A major field of application for oxygen sensors is to monitor the oxygen content in automotive exhaust gases downstream of a three-way catalyst. Recently, ceria-based resistive sensors have been applied to directly monitor the oxygen loading of three-way catalyst coatings. The catalysts are coated with ceria-zirconia solid solutions as an oxygen storage component. The purpose of the oxygen measurement in the gas phase downstream of the three-way catalyst is to determine the oxygen loading amount. Therefore, oxygen loading models are used that base on the oxygen gas sensor signal [89]. Whether a measurement of the resistance of the ceria-zirconia catalyst coating itself can give an enhanced insight into the catalyst behavior has been investigated in a series of papers [90].

At first it was tested whether a small sensor consisting of a catalyst ceria-zirconia coating applied on an insulating substrate with interdigital electrodes reacts on the oxygen content of the exhaust, i.e., whether it resistance depends on λ. A characteristic response of such a sensor is shown in Figure 8 (from [91]). The sensor was installed in the exhaust manifold in front of the three-way catalyst, close to the serial binary zirconia λ-probe.
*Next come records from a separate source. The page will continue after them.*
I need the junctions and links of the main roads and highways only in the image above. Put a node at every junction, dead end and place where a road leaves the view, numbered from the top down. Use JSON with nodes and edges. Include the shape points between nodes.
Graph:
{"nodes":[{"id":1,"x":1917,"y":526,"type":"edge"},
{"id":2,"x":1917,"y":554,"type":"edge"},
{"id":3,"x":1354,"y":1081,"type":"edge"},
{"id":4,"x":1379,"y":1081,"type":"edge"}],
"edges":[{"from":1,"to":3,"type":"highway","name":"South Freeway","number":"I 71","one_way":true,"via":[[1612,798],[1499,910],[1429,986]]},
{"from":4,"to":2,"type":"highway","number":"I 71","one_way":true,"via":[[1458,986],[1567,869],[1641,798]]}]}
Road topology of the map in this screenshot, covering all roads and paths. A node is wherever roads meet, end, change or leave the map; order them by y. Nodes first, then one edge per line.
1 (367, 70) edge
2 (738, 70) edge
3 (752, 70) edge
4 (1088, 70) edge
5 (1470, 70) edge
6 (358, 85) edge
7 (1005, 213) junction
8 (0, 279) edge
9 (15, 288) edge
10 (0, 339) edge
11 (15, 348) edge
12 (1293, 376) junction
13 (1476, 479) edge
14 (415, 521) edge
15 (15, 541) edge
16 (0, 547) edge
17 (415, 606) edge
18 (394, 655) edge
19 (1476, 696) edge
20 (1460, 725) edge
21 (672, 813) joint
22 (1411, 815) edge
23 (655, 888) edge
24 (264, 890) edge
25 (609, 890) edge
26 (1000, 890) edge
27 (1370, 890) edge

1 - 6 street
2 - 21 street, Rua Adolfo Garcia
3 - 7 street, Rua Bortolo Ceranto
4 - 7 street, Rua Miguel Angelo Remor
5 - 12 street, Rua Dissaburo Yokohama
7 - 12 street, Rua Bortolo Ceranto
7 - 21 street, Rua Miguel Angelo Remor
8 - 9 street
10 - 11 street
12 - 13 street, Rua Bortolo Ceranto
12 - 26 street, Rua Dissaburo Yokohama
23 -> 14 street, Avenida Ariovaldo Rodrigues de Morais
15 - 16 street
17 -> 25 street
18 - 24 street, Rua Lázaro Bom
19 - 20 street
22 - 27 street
The engine operated at constant speed-load conditions. The typical oscillations [1,2] around the stoichiometric point at λ ≈ 1 can be clearly seen. They appear in both, the binary zirconia λ-probe and the resistive-type catalyst (ceria-zirconia) coating sensor. One gets the impression that the catalyst coating sensor is even faster, showing signal patterns more pronouncedly.

After these successful initial tests, several sensor elements with a catalyst identical coating were mounted into the catalyst device along the flow direction. The normalized sensor signals are a direct measure for the oxygen loading degree at each sensor position. During lean-rich switches, one can nicely see how an oxygen front moves through the catalyst [91]. By summing up the normalized sensor signals on gets one integral parameter that is directly (and almost linearly) correlated with the degree of oxygen loading of the catalyst coating [92].

The oxygen storage capacity of the storage component varies with different ratios of ceria/zirconia [75,93]. Even the presence of alumina as the basis of a TWC coating can enhance the oxygen storage capacity of the ceria-zirconia [94]. Thus, the characteristics of each TWC composition is different and the calculation of the oxygen loading of the TWC has to be adapted to the material used for the catalyst coating. Therefore, the method to measure in-situ the resistance of the catalyst coating itself, may help catalyst development, leading to new in-situ insights into the catalyst chemistry and may also help to improve catalyst loading models, but for now one cannot expect to bring such systems into a serial development.

Another technique of gauging the electrical resistivity was presented in [95], where microwaves are used to detect the electrical properties of the catalyst material. The propagation of the electromagnetic waves is influenced by the varying resistivity of the oxygen storage component, which leads to a perturbation of a microwave cavity resonator (the exhaust catalyst device). The major advantage of this approach is the contactless measurement technique and thus the simple application in the exhaust gas pipe [96]. Due to the utilized microwave frequency, one may see this system as an unconventional kind of resistive oxygen sensor, since the sensor output is directly correlated with the oxygen dependent resistivity of the ceria-zirconia material. It seems that this principle can be applied for each oxygen-storing three-way catalyst material.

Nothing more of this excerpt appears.